Cluster Help

Epitope Cluster Analysis - Tutorial

This tool groups epitopes into clusters based on sequence identity. A cluster is defined as a group of sequences which have a sequence similarity greater than the minimum sequence identity threshold specified.

* Please note that certain datasets are known to cause different clusters to form between runs of the tool and it's an issue that is actively being investigated.

How to use the tool

1. Specify epitope sequences

Epitope sequences can be either directly entered in the text area or uploaded from a file. To upload data from a file, click the "Browse" button to select a file. File content will then be shown in the text area. Two acceptable sequence formats are PLAIN and FASTA. A sequence in PLAIN format is separated by a new line. A sequence in FASTA format begins with a single-line description, followed by line(s) of sequence data. The description line is distinguished from the sequence data by a greater-than (">") symbol in the first column.

Step 1 Example input

2. Specify calculation options

Sequence identity threshold: Select the sequence identity threshold at which you want to calculate epitope clusters.

Select peptide length cutoff: Select the minimum and maximum length of peptides to consider for calculation

Step 2 Specifying parameters

3. Choose clustering algorithm

Please choose one of the three clustering approaches.

Click "Submit" to start calculation or "Reset" to clear input parameters.

Step 3 Choose Clustering approach

You can choose one of three approach for clustering.
There are three different terminology in clustering algorithm, those are explained in graphical presentation in the figure below:

In this presentation, peptides are presentated as circles and the solid line connecting two peptides is identity above specified threshold. Here, A, B, C, D and E are five pepitde sequences. Singlestons are isolated peptides (like peptide E in the above figure), those peptides don't share sequence identity with any other peptides in the given data.
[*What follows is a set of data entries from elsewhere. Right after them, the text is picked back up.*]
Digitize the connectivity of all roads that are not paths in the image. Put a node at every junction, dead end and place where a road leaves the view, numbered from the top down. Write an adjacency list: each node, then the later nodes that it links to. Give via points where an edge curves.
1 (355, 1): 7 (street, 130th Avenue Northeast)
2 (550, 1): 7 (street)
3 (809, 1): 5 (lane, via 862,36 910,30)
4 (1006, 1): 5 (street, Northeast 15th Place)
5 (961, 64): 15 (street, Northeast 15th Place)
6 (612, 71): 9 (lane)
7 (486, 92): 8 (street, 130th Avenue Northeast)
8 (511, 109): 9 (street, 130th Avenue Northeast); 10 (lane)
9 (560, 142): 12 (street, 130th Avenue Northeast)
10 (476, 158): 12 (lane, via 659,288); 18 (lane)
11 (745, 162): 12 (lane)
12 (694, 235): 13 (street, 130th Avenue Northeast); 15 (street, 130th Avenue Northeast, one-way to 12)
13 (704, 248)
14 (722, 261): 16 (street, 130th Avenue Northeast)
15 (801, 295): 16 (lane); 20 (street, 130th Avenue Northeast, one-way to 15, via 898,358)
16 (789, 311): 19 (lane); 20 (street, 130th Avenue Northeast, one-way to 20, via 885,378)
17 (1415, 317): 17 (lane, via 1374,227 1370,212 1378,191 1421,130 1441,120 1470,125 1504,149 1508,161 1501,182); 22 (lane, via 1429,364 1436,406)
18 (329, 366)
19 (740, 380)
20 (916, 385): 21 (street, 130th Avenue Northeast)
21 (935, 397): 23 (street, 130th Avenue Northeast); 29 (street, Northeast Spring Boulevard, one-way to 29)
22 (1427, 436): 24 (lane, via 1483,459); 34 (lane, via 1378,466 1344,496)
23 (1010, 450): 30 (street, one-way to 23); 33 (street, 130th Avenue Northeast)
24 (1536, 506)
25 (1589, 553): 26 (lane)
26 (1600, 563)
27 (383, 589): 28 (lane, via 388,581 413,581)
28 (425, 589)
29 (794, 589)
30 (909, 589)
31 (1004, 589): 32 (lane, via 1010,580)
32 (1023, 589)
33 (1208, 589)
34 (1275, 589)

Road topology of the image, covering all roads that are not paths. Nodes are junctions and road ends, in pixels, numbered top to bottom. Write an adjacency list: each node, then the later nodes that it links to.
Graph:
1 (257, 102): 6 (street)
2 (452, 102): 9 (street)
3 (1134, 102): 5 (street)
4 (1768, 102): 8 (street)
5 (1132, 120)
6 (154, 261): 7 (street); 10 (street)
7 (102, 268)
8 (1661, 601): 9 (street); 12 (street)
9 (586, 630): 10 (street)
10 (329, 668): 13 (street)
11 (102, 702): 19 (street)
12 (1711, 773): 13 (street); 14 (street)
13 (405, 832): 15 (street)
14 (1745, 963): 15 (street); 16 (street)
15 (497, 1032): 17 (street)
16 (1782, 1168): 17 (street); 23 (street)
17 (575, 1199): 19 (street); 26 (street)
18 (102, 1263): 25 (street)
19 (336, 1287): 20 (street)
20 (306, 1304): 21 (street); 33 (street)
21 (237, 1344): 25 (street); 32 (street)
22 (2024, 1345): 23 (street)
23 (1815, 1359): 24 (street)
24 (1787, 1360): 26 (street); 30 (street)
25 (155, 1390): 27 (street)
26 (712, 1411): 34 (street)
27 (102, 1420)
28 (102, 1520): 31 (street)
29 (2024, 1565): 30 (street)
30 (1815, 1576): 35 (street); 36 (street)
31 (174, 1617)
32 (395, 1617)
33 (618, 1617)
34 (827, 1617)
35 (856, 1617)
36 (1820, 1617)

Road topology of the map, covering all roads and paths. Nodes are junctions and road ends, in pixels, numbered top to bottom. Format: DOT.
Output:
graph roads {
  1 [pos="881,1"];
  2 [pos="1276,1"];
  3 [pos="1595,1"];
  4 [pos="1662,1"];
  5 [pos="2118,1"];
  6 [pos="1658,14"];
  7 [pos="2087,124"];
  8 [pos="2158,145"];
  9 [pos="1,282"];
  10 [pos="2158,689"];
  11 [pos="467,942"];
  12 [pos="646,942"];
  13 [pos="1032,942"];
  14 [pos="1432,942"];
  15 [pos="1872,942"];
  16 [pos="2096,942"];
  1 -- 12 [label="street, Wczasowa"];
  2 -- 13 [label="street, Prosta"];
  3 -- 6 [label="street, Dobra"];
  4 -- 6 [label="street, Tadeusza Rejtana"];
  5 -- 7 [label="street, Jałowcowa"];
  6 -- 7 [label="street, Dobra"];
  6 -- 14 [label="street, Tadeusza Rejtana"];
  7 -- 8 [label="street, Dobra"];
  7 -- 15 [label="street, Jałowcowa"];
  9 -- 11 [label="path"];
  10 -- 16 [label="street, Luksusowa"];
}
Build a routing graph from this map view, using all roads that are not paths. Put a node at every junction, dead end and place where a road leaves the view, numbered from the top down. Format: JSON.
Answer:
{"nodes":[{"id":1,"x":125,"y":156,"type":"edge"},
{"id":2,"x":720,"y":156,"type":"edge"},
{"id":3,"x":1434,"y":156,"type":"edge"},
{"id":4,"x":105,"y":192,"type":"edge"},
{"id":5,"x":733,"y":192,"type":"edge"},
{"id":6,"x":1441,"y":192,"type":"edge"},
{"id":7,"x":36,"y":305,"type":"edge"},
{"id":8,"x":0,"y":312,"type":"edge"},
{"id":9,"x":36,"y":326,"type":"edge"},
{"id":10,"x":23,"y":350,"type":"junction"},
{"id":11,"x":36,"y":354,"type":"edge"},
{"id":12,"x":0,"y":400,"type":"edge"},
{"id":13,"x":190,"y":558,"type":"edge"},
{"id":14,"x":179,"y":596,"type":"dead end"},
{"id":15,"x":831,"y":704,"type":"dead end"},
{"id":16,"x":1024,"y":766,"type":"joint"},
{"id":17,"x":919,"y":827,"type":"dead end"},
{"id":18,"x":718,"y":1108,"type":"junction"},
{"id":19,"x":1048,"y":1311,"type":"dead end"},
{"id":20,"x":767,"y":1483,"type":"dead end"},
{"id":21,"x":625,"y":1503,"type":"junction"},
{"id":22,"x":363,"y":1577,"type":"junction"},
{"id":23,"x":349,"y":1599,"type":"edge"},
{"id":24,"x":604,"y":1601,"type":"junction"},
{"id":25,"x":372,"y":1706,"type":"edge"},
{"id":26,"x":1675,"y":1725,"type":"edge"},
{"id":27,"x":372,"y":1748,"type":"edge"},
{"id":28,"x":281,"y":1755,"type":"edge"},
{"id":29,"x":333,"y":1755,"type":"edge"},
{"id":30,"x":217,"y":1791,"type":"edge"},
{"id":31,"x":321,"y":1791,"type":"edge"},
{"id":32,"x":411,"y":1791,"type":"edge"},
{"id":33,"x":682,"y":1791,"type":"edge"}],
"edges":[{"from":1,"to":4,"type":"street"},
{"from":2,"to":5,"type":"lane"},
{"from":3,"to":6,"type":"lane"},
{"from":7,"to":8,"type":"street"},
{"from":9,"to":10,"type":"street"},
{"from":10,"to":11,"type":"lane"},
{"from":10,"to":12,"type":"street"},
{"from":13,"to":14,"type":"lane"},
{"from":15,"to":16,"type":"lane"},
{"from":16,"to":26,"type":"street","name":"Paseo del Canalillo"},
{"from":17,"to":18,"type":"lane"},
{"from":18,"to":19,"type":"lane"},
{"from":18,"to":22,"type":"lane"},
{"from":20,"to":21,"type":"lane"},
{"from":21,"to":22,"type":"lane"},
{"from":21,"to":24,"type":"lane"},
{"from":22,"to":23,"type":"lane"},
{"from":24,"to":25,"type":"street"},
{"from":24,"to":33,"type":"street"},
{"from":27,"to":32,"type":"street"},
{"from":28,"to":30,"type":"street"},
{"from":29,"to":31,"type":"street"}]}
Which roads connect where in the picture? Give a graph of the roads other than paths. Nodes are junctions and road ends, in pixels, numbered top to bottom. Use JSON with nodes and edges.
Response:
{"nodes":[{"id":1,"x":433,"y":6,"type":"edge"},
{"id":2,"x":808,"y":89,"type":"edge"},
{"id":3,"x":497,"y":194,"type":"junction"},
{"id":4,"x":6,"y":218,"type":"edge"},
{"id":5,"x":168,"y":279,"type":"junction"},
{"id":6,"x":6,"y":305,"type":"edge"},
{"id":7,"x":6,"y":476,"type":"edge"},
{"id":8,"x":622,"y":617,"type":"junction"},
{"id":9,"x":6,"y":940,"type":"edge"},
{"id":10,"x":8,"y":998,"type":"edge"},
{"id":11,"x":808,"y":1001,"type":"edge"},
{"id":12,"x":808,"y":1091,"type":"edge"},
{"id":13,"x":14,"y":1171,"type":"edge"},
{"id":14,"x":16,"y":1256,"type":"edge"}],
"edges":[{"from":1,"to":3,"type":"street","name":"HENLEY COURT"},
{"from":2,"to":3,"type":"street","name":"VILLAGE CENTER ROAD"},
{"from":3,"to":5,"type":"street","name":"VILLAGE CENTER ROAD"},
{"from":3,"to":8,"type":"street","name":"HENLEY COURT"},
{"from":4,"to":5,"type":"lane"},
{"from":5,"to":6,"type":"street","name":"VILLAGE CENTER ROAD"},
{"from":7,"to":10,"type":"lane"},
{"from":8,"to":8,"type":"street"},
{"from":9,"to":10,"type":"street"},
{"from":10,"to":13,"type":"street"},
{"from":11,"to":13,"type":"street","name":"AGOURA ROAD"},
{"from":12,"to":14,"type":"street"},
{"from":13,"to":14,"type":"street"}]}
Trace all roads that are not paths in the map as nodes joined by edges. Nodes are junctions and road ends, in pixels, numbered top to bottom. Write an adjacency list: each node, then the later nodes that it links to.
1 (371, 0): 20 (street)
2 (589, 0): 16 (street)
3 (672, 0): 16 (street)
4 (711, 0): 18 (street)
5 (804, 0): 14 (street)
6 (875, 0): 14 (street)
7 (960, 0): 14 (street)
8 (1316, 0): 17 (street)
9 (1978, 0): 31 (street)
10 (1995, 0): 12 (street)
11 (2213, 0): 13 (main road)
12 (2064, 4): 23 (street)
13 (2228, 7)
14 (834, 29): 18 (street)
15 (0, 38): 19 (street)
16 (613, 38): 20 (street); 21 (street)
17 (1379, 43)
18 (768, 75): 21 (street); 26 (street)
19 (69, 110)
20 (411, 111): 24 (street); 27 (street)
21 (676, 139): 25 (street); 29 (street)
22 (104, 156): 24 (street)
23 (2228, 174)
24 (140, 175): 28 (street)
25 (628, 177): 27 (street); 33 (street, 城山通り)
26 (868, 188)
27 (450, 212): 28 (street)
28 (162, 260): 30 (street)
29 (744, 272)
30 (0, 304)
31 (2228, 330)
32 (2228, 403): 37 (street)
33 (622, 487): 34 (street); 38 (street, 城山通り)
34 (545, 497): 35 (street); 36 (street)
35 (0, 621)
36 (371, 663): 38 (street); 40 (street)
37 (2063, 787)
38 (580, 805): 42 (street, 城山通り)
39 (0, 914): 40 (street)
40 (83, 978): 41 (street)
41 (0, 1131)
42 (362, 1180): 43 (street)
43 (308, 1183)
1. All the connected peptides in a clusters: Here, all the peptides that are homologous to a certain pre specified level are clustered together, say for example at the 70% level. In this case any member of the cluster will be at least 70% homologous to at least one member of the cluster. However, the approach's drawback is that members of the cluster might and often are related by levels of homology much lower than 70%. As as result, the cluster may not give a clear consensus sequence.
Therefore, using this approach, in the above presentation; A, B, C and D will make one cluster and E will be presented as islated peptide.
Here, A and D are not directly connected, but these peptide will be a part of same cluster.
2. Cluster-break for clear representative sequence (Recommended): This is an extention of first approach, where a cluster is broken down into subclusters at a point, so that each subcluster can give a representative sequence. No peptide will be present in two clusters/sub-clusters.
Therefore, using this approach, in the above presentation; A, B, C and D will make one cluster, but these peptides can have different sub-clusters to give clean representative sequence. E will be presented as islated peptide.
3. Fully interconnected clusters (cliques): This is an alternative approach, where all the peptides in a clusters are fully interconnected and share homology more than the given threshold. These fully interconnected clusters are called as cliques. Here, one peptide can be a part of multiple cliques.
Therefore, using this approach, in the above presentation; A, B, C will make one clique and B, C, D will make second clique.
Please note that B and C will be a part of both clique in this case.
E will be presented as islated peptide.

How the results are presented

Clusters are displayed in a table format where clusters are indicated by table rows which have the same color. All calculated cluster results can be saved to a file by clicking on the "Download data to file" button.

Example result table view

The first paragraph in the resulte page will summarize the input parameters
This output will present the result in tablular format and the results are sorted based on the cluster numbers. All the subclusters are given number with major clusters. Like 1.1, 1.2, 1.3 etc. are the sub-clusters broken down from common parental clusters.
The next column present the numbering of the peptides in each cluster/sub-cluster/clique, where first row in each cluster/sub-cluster/clique will be representative or consensus sequence
The next column is displaying the aligment of the peptides in that cluster
The position column shows the position of peptides in consensus or representative sequence.
The description column shows the peptide number in given data, if input is given in plain format. If the input data is given in fasta format, it will display the description given in fasta format.
The last column is peptide sequence.
The link for downlaod is given at the start and end of the table.

Example result visualization

On default settings, all the clusters/cliques will be visualized, but user can select any cluster to visualize.
The peptides can be visualize here with mouse hover.
It also has the facility to zoom-in and zoom-outs.
Please note that the visualization may be very fuzzy with large datasets.